Segment Start: Record excerpts

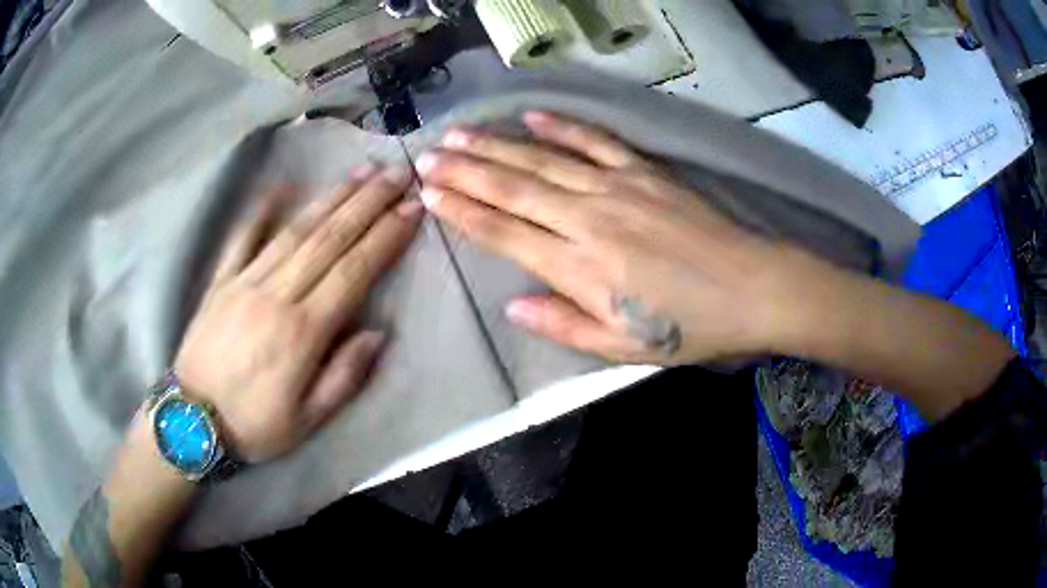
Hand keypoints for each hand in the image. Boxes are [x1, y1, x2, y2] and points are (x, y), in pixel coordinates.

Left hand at [174, 166, 423, 461]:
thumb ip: (344, 377)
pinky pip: (242, 238)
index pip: (354, 271)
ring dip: (330, 198)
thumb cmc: (253, 425)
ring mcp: (244, 282)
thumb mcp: (307, 420)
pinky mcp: (220, 281)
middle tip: (396, 172)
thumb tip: (378, 333)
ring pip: (294, 231)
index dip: (385, 236)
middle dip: (367, 202)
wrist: (190, 422)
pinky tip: (282, 186)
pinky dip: (261, 210)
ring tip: (359, 172)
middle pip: (329, 239)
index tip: (412, 208)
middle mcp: (276, 295)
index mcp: (303, 332)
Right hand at [416, 112, 804, 364]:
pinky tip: (534, 115)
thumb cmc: (689, 327)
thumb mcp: (623, 347)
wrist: (751, 288)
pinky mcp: (643, 172)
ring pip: (542, 161)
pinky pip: (595, 142)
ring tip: (459, 133)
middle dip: (464, 171)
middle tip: (428, 157)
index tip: (428, 195)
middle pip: (513, 188)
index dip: (462, 212)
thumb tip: (513, 306)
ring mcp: (617, 188)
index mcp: (580, 268)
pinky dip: (562, 127)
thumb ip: (564, 326)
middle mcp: (588, 219)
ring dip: (497, 145)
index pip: (503, 233)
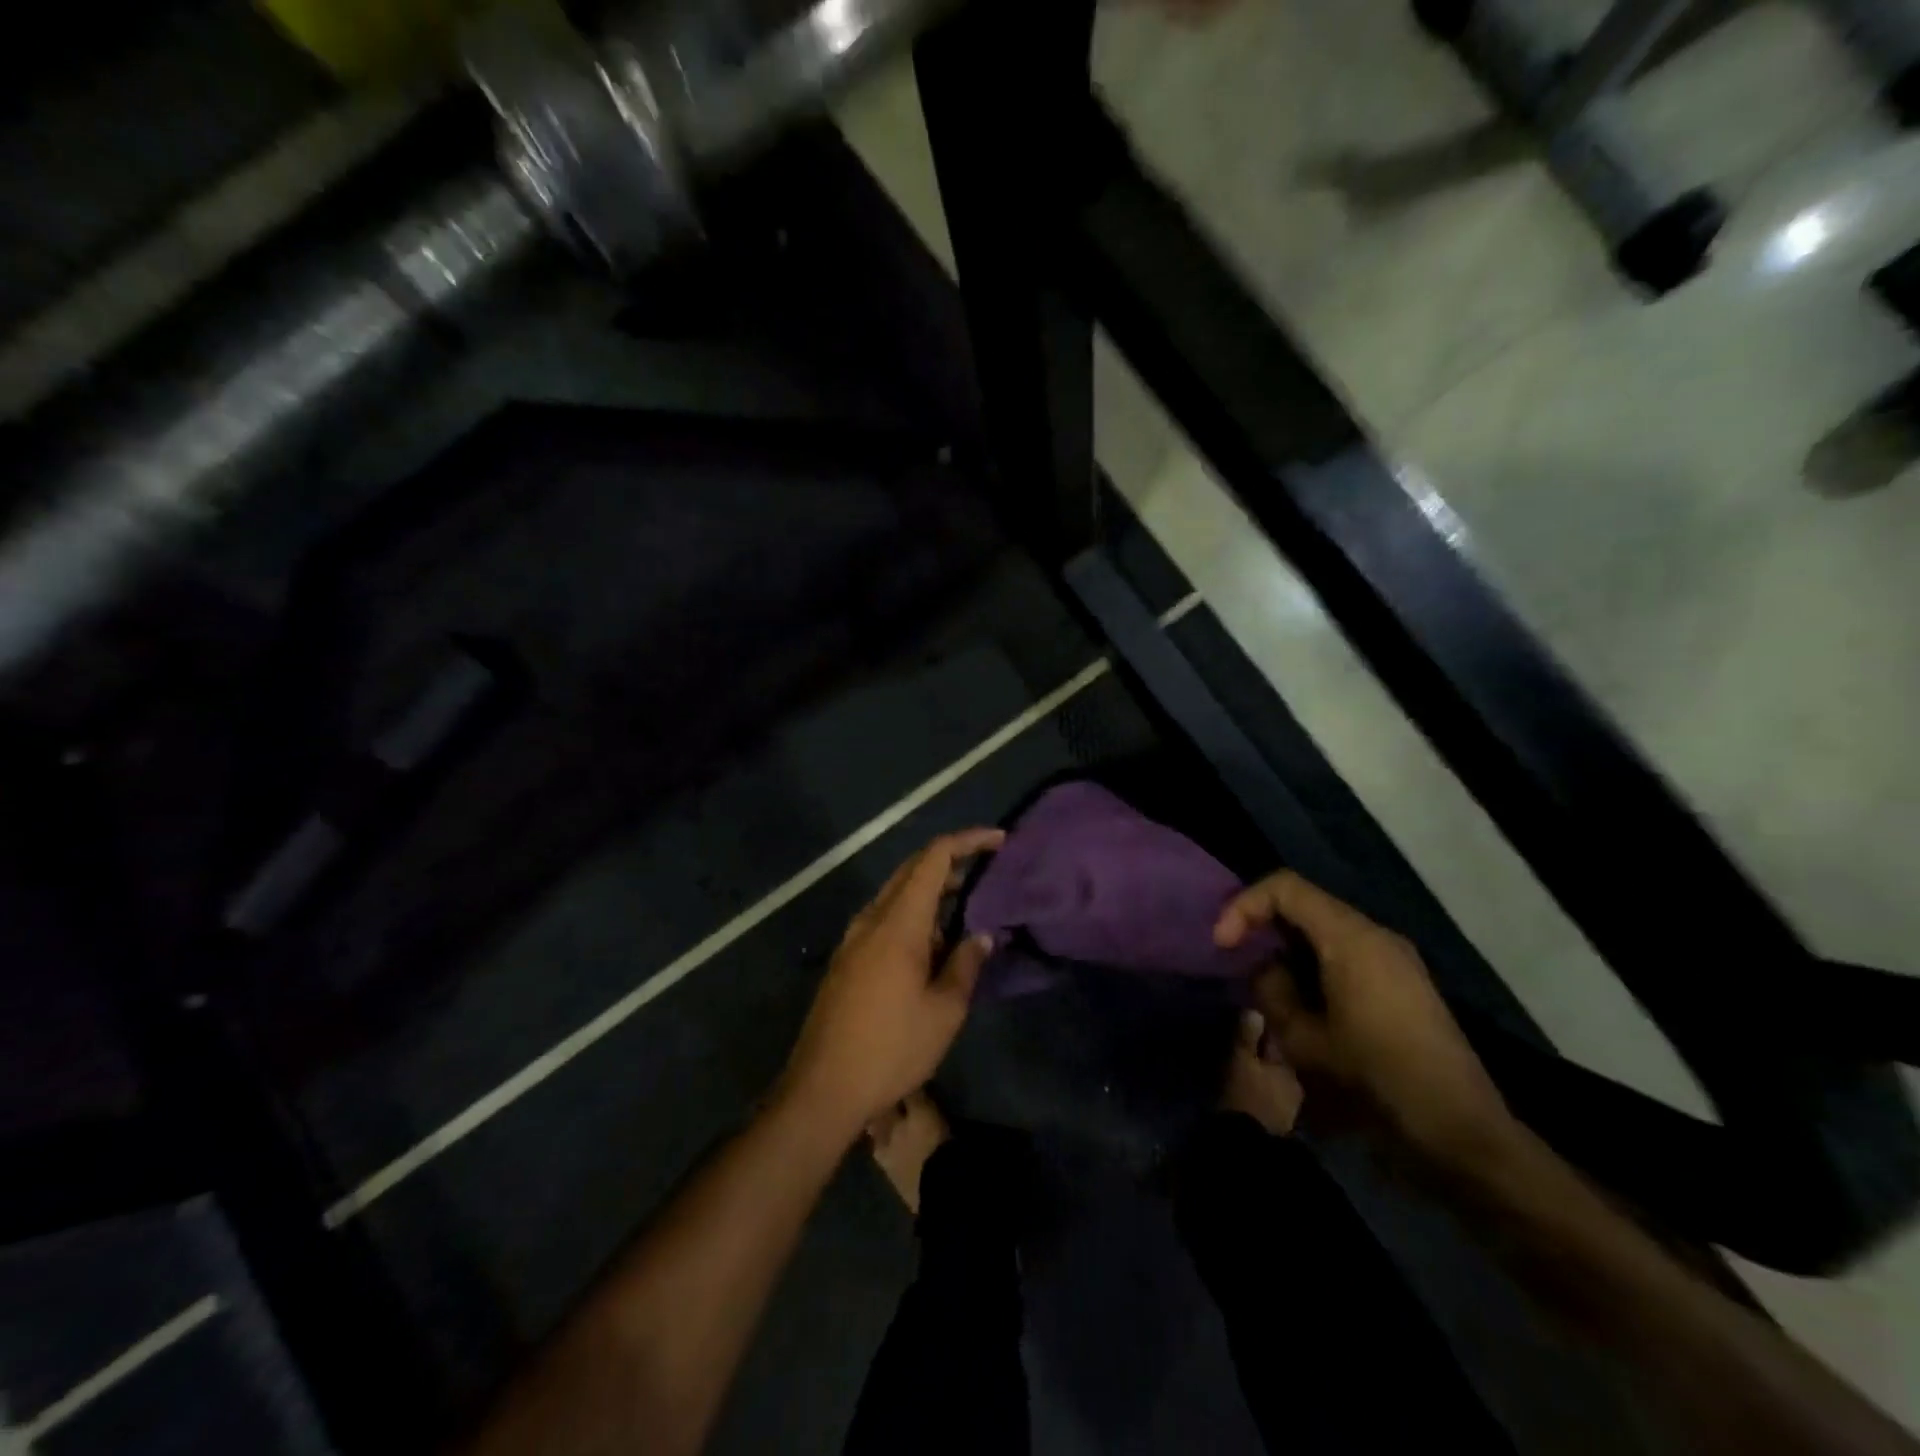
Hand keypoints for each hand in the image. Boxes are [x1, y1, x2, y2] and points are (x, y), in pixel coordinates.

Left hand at [780, 829, 1004, 1138]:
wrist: (822, 1088)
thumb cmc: (891, 1048)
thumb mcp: (944, 1011)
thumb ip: (966, 964)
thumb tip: (982, 935)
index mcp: (898, 922)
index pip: (933, 858)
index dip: (967, 841)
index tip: (999, 841)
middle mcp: (872, 918)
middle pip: (912, 869)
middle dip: (951, 861)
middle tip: (987, 869)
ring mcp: (854, 938)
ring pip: (897, 894)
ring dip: (931, 891)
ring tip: (967, 908)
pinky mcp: (846, 959)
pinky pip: (884, 918)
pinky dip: (914, 914)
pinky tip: (933, 944)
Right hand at [1215, 871, 1518, 1171]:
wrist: (1460, 1133)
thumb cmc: (1377, 1079)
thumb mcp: (1304, 1040)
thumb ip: (1272, 992)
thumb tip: (1264, 970)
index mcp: (1352, 938)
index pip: (1285, 887)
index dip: (1244, 906)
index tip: (1223, 945)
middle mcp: (1375, 935)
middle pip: (1305, 904)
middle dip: (1262, 926)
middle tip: (1235, 960)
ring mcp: (1394, 958)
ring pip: (1323, 929)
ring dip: (1286, 947)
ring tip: (1264, 985)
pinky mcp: (1402, 982)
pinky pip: (1344, 952)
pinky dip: (1311, 962)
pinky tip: (1300, 1001)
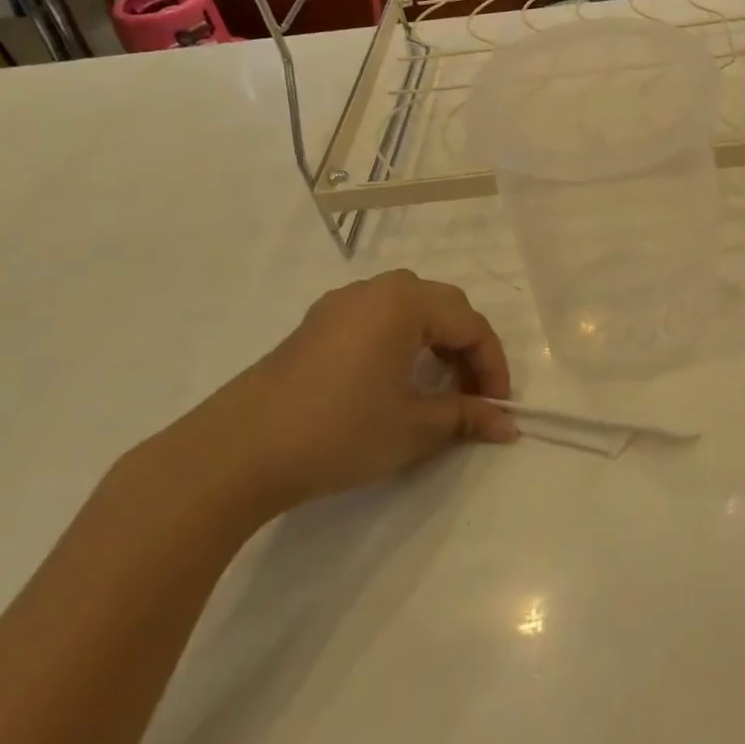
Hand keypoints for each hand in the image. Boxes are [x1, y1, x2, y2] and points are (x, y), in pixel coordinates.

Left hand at [174, 270, 516, 516]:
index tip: (498, 407)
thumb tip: (507, 425)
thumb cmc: (338, 432)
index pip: (470, 325)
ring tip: (438, 385)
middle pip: (443, 306)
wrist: (236, 453)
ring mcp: (339, 304)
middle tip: (472, 394)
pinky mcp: (314, 325)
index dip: (493, 365)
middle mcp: (375, 290)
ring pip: (409, 307)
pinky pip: (376, 317)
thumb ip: (466, 417)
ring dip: (435, 341)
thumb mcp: (413, 428)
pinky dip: (401, 340)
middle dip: (467, 348)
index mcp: (405, 303)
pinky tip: (393, 378)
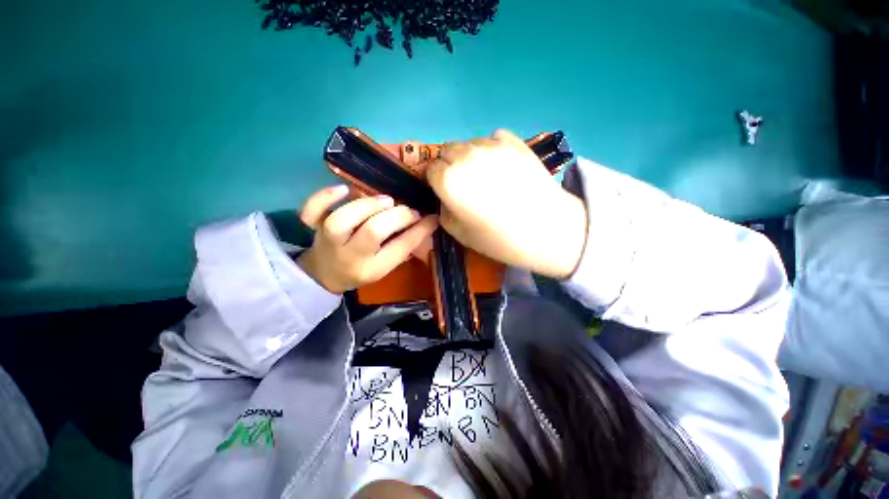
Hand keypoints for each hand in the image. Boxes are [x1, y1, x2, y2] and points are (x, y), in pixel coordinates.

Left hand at [296, 185, 438, 293]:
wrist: (324, 275)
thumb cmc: (361, 270)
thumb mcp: (386, 266)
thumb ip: (403, 248)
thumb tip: (426, 225)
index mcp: (373, 269)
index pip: (400, 249)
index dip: (419, 231)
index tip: (432, 218)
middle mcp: (351, 256)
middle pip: (372, 233)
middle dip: (396, 217)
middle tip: (409, 210)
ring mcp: (329, 241)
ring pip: (342, 220)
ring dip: (367, 205)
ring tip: (386, 200)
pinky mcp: (313, 228)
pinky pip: (311, 212)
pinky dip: (324, 197)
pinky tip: (343, 189)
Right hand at [426, 130, 587, 278]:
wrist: (545, 229)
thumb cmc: (498, 238)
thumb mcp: (459, 233)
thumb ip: (444, 211)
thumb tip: (446, 198)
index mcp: (448, 179)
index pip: (431, 170)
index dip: (437, 182)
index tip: (447, 192)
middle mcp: (465, 156)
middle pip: (446, 151)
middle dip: (450, 165)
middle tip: (465, 184)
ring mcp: (490, 145)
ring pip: (468, 144)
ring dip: (470, 157)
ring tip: (487, 176)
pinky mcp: (513, 141)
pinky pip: (492, 139)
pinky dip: (492, 149)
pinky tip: (503, 166)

Segment End: Record excerpts

(Your task) Exactly the lines above, from the one containing "pinky mcp: (314, 325)" down to the one containing "ring tip: (386, 200)", are to be repeated, including both ends. Pictures are not part of the copy.

(Output of the task)
pinky mcp: (314, 325)
index dip: (493, 365)
middle mcp: (375, 290)
ring pip: (409, 307)
pinky pip: (376, 317)
thumb ip: (466, 417)
ring dip: (435, 341)
thumb mcp: (413, 428)
pinky dip: (401, 340)
middle dip: (467, 348)
index mcp: (405, 303)
pinky tip: (393, 378)
Hand keypoints for each hand in the image. Boxes are [x1, y1, x2, y2] and points are (x, y), in pixel coordinates.

Left hand at [296, 185, 438, 293]:
wrist: (324, 275)
thumb cmc: (361, 270)
thumb mcp: (386, 266)
thumb ip: (403, 248)
thumb tip: (426, 225)
index mcp: (373, 269)
index pip: (400, 249)
index dip: (419, 231)
index tip: (432, 218)
middle mcp: (351, 256)
middle pip: (372, 233)
middle dip: (396, 217)
middle tip: (409, 210)
ring mcp: (329, 241)
ring pip: (342, 220)
ring dip: (367, 205)
ring tip: (386, 200)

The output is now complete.